(Stored entries)
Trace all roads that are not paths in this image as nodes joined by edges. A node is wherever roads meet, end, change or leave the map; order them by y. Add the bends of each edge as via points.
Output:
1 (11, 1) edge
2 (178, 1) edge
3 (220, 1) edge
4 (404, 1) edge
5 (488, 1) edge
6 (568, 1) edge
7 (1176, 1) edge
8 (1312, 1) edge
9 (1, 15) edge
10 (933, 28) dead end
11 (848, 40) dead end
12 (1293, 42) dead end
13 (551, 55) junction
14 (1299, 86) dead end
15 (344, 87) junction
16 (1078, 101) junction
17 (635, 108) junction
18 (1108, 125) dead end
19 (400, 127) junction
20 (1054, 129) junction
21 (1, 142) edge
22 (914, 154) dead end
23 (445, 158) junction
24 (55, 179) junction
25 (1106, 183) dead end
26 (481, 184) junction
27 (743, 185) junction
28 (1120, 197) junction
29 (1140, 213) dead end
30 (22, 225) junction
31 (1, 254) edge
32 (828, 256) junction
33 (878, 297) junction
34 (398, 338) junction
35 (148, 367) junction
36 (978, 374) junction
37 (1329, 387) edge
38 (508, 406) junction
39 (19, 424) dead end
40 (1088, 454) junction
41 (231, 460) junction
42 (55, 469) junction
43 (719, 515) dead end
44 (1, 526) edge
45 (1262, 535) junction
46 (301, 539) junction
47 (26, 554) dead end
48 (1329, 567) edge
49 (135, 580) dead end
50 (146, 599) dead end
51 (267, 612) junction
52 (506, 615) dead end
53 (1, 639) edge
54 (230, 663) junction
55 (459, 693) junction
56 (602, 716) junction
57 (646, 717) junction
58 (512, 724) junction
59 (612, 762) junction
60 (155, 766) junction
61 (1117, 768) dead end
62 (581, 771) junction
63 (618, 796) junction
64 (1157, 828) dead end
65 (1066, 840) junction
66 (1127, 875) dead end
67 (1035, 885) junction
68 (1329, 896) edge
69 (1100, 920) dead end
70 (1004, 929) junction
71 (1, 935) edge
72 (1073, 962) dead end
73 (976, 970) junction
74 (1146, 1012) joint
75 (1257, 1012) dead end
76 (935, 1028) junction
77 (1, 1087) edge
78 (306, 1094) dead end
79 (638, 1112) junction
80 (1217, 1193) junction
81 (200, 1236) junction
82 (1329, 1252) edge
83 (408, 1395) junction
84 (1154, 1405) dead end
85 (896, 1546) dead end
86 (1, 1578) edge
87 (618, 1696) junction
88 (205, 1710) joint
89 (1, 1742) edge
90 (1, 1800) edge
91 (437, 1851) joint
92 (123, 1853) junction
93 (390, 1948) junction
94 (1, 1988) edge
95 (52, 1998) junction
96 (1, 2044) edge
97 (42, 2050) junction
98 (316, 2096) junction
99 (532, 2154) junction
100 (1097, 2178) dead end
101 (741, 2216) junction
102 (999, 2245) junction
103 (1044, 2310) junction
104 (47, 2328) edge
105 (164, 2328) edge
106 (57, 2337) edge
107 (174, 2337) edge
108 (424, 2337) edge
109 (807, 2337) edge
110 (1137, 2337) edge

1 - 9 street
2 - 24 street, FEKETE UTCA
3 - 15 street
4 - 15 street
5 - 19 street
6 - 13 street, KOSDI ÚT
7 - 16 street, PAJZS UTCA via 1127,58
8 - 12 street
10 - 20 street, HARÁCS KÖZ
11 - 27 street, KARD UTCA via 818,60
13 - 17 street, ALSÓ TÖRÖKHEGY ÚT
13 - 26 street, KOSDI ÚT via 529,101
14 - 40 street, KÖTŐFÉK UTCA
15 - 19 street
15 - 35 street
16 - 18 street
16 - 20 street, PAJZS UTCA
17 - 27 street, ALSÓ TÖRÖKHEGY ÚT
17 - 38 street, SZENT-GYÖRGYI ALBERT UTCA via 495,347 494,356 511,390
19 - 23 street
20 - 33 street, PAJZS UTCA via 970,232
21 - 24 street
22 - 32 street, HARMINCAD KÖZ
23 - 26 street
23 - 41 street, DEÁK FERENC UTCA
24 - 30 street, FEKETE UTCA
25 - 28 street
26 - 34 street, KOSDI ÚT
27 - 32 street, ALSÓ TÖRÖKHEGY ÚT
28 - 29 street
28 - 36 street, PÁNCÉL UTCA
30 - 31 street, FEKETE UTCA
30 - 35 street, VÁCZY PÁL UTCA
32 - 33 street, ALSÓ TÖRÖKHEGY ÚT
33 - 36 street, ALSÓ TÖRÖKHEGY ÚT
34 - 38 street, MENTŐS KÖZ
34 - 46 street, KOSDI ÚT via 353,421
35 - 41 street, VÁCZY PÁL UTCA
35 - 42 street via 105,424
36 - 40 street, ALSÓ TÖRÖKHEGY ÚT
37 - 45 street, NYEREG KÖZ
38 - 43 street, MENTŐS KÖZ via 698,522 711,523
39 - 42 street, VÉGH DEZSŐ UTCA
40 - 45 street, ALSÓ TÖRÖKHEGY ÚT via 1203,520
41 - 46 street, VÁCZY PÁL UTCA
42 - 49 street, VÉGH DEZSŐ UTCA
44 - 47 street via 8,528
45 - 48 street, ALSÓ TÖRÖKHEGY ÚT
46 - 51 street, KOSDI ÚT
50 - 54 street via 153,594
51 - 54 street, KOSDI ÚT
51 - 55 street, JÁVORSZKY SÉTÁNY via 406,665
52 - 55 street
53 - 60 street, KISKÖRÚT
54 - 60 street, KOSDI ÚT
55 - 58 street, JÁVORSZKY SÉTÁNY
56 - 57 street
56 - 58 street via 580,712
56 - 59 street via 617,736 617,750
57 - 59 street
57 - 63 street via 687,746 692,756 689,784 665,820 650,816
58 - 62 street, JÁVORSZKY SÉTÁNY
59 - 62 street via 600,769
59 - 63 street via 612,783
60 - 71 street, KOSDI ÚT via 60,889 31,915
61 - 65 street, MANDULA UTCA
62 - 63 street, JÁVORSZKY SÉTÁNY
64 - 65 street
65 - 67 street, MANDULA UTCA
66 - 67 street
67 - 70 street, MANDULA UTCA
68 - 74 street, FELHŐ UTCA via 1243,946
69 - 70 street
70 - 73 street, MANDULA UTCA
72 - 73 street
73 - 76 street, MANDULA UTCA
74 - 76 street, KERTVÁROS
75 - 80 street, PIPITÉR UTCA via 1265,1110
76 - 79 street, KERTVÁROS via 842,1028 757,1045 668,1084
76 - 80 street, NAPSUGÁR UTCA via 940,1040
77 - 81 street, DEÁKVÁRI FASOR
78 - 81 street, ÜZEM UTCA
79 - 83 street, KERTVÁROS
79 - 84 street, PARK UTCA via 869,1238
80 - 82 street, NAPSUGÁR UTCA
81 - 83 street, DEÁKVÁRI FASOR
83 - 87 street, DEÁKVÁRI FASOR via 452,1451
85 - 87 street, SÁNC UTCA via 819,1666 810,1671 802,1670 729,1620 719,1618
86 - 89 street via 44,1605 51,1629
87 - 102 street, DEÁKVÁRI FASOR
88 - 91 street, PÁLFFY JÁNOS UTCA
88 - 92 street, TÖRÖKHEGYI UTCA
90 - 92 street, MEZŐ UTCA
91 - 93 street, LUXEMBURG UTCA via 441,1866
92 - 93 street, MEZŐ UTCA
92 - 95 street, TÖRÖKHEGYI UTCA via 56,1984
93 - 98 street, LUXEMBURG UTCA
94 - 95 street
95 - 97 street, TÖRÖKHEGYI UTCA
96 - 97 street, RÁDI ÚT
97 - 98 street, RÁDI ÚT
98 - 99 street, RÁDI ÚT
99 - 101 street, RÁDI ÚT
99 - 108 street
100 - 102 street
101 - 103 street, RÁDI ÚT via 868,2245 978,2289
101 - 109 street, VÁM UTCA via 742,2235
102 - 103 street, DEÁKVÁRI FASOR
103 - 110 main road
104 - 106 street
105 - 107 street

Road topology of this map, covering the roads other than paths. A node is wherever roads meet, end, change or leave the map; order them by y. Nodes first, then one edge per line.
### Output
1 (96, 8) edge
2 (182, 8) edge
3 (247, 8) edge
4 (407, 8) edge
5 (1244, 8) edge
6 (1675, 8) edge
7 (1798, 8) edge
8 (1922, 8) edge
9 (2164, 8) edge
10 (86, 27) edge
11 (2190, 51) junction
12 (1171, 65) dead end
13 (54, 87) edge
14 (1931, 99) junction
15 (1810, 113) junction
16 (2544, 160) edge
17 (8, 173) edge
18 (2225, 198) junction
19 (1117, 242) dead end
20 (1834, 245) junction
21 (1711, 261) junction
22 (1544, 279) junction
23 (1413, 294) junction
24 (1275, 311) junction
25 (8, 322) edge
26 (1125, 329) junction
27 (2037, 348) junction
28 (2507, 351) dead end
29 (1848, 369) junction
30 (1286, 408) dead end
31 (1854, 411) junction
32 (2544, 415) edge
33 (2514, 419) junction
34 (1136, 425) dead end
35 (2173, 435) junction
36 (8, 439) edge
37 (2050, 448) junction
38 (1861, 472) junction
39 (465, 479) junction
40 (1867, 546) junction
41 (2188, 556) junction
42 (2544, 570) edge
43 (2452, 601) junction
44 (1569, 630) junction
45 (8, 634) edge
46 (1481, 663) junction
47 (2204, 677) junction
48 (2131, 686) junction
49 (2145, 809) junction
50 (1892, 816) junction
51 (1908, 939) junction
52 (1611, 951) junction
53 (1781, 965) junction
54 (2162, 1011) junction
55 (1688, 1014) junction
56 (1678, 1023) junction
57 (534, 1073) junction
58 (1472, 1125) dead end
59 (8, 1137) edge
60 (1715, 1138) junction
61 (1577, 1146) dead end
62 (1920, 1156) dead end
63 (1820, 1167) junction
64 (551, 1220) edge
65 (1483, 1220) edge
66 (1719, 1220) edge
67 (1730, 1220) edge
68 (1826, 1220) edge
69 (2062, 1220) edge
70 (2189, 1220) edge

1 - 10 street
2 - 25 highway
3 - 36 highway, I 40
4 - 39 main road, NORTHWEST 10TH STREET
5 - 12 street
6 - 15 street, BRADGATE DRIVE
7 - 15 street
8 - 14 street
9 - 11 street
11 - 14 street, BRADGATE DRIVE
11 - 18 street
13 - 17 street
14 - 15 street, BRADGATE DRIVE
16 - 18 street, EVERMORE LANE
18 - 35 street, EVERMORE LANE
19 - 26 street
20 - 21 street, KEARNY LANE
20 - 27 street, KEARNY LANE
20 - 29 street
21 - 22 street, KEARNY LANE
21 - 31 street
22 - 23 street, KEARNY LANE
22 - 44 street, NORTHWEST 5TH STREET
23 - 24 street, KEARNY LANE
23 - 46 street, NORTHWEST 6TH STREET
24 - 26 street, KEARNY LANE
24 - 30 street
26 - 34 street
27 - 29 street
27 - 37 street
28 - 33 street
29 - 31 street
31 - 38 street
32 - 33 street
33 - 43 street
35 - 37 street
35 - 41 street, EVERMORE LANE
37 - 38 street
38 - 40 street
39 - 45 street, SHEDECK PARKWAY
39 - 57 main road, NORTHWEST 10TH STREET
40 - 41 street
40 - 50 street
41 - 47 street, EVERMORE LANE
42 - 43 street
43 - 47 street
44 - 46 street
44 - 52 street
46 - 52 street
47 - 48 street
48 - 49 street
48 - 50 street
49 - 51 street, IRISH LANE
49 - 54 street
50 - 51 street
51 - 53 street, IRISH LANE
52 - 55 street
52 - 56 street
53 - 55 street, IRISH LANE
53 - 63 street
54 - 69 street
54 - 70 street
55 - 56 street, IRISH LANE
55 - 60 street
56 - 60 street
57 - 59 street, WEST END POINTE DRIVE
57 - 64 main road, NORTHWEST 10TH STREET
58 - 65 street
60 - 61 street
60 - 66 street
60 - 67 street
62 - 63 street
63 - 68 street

▶ _WHAT YOU WILL DO_
Find the lines above that hold "VÁCZY", then copy each of them.

▶ _FINISHED TASK_
30 - 35 street, VÁCZY PÁL UTCA
35 - 41 street, VÁCZY PÁL UTCA
41 - 46 street, VÁCZY PÁL UTCA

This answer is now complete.